On March 7, 1985, nearly a year after appellant's conviction, a bank deposit bag containing 288 of the stolen checks was found by a township employee in a large cabinet which, at the time of the theft, had been located in appellant's office. Based upon this discovery, appellant filed a motion for new trial based on after-discovered evidence with the lower court. The motion was denied.

Appellant's first argument is that the evidence presented at trial was insufficient as a matter of law to sustain the verdicts of guilty since the evidence established that she had no more than joint access to and control over the stolen funds.

[ 358 Pa. Super. Page 249]

In reviewing the sufficiency of the evidence, we must view the evidence presented and all reasonable inferences taken therefrom in the light most favorable to the Commonwealth, as verdict winner. The test is whether the evidence, thus viewed, is sufficient to prove guilt beyond a reasonable doubt.

Commonwealth v. Taylor, 324 Pa. Superior Ct. 420, 424, 471 A.2d 1228, 1229 (1984). Although a conviction must be based on more than mere suspicion or conjecture, the Commonwealth need not establish guilt to a mathematical certainty. It is sufficient if the circumstances are consistent with criminal activity even though they might likewise be consistent with innocent behavior. Commonwealth v. Herman, 227 Pa. Superior Ct. 326, 323 A.2d 228 (1974). Furthermore, a criminal conviction may be based on purely circumstantial evidence. Commonwealth v. Sadusky, 484 Pa. 388, 399 A.2d 347 (1979).

Our review of the record leads us to conclude that the evidence presented was sufficient to establish the criminal activity of appellant beyond a reasonable doubt. Although it is true that appellant was not the only person who had access to and control over the funds when they were received by the township, the evidence established that she had exclusive control over the funds between the time of removal from the cash register and deposit in the bank. The evidence also established that appellant did not always deposit the funds in the bank immediately after removal from the cash register. Rather, she often kept the funds in her desk drawer for several days before making a deposit. There were also occasions on which she took the funds home with her, ostensibly to deposit them on the way to work in the morning.

In this case, each person who had access to or control over the funds upon receipt testified as a witness. In a criminal prosecution, it is within the province of the trier of fact to pass upon the credibility of witnesses and the weight to be accorded the evidence produced. Commonwealth v. Croll, 331 Pa. Superior Ct. 107, 480 A.2d 266 (1984). The

[ 358 Pa. Super. Page 250]

    finder of fact is free to believe all, part or none of the evidence. Croll, supra. The jury resolved the credibility issues against appellant.
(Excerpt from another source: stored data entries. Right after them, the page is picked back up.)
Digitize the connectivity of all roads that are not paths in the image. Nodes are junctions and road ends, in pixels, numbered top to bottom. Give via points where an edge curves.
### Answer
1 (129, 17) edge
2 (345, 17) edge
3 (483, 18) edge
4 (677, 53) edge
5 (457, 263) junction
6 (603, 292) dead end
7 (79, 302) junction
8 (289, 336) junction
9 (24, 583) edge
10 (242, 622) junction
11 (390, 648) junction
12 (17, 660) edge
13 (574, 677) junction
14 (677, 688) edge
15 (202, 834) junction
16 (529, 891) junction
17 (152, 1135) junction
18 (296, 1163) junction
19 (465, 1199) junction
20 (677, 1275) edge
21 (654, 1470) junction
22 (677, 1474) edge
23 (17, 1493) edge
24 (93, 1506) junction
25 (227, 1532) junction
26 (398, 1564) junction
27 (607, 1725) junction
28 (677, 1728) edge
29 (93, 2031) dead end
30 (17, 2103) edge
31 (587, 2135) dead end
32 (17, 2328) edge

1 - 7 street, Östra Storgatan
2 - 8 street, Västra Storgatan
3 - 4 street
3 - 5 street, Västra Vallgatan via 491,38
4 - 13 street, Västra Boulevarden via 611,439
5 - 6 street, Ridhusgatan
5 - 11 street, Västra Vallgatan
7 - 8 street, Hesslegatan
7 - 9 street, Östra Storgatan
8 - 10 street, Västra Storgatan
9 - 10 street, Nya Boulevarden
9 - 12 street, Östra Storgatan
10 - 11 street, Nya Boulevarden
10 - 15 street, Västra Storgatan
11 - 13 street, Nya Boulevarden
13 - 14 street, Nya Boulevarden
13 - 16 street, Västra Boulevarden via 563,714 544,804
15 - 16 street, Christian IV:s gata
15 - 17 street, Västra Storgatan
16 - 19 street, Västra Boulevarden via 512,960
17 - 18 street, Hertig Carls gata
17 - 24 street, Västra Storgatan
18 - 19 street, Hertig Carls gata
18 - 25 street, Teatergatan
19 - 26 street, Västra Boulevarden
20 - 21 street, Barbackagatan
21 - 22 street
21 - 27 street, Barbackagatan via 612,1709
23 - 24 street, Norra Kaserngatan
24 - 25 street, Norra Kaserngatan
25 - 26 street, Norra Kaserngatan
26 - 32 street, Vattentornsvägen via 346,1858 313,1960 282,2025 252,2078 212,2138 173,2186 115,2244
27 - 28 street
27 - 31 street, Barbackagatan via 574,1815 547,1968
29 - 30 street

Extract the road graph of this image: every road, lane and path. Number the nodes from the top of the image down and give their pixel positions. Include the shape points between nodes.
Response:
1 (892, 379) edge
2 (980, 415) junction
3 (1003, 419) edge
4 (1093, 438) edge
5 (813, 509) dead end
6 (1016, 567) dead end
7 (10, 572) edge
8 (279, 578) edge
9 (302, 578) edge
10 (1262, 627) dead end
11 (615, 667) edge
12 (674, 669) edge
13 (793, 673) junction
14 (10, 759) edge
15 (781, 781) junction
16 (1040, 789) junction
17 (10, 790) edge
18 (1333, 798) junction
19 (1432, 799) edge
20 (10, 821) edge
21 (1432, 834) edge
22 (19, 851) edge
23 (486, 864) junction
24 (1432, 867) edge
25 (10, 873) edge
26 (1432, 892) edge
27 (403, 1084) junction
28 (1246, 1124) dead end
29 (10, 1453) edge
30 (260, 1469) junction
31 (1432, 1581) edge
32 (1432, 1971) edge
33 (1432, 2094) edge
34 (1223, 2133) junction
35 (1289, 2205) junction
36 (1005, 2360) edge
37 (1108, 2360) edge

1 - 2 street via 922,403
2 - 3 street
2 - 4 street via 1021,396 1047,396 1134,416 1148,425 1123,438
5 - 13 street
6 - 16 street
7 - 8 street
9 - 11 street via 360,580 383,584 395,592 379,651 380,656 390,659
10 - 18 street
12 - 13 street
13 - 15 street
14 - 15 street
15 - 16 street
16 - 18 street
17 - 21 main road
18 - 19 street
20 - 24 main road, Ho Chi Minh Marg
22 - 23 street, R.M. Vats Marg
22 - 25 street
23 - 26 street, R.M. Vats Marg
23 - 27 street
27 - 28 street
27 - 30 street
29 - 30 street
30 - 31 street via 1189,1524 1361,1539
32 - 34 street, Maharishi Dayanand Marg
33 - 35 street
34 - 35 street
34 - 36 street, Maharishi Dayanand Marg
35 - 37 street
This resolution of the credibility, together with noncontested factual matters, supports the determination made by the jury of appellant's guilt beyond a reasonable doubt.

Appellant's next argument is that the evidence was insufficient as a matter of law to sustain the verdicts of guilty because no evidence was presented indicating that the checks had value and, as such, that they constituted "property" within the prohibition of Sections 3927 and 3922 of the Crimes Code. "Property" is defined in Section 3901 of the Crimes Code, 18 Pa.C.S.A. § 3901, as:

"Anything of value, including real estate, tangible and intangible property, contract rights choses inaction and other interests in or claims to wealth, admission or transportation tickets, captured or domestic animals, food and drink, electric or other power."

Section 3903 of the Crimes Code, 18 Pa.C.S.A. § 3903, which addresses the grading of theft offenses, provides, in pertinent part:

The value of an instrument constituting an evidence of debt, such as a check, draft or promissory note, shall be deemed the amount due or collectible thereon or thereby, such figure ordinarily being the face amount of the indebtedness less any portion thereof which has been satisfied.

18 Pa.C.S.A. § 3903(c)(2)(i).

Clearly, to constitute the subject matter of a theft, an item must have value. Although appellant contends that checks, which are provided by banks without charge, are without value and do not constitute "property" within the meaning of Section 3901, we find that her argument is without merit. The checks involved here were not blank checks, but checks which had the amount to be received filled in and were signed by the maker. The above-cited statutory provisions, particularly Section 3903(c)(2)(i), make

[ 358 Pa. Super. Page 251]

    clear that checks do have value and, as such, constitute "property" within the meaning of the Crimes Code.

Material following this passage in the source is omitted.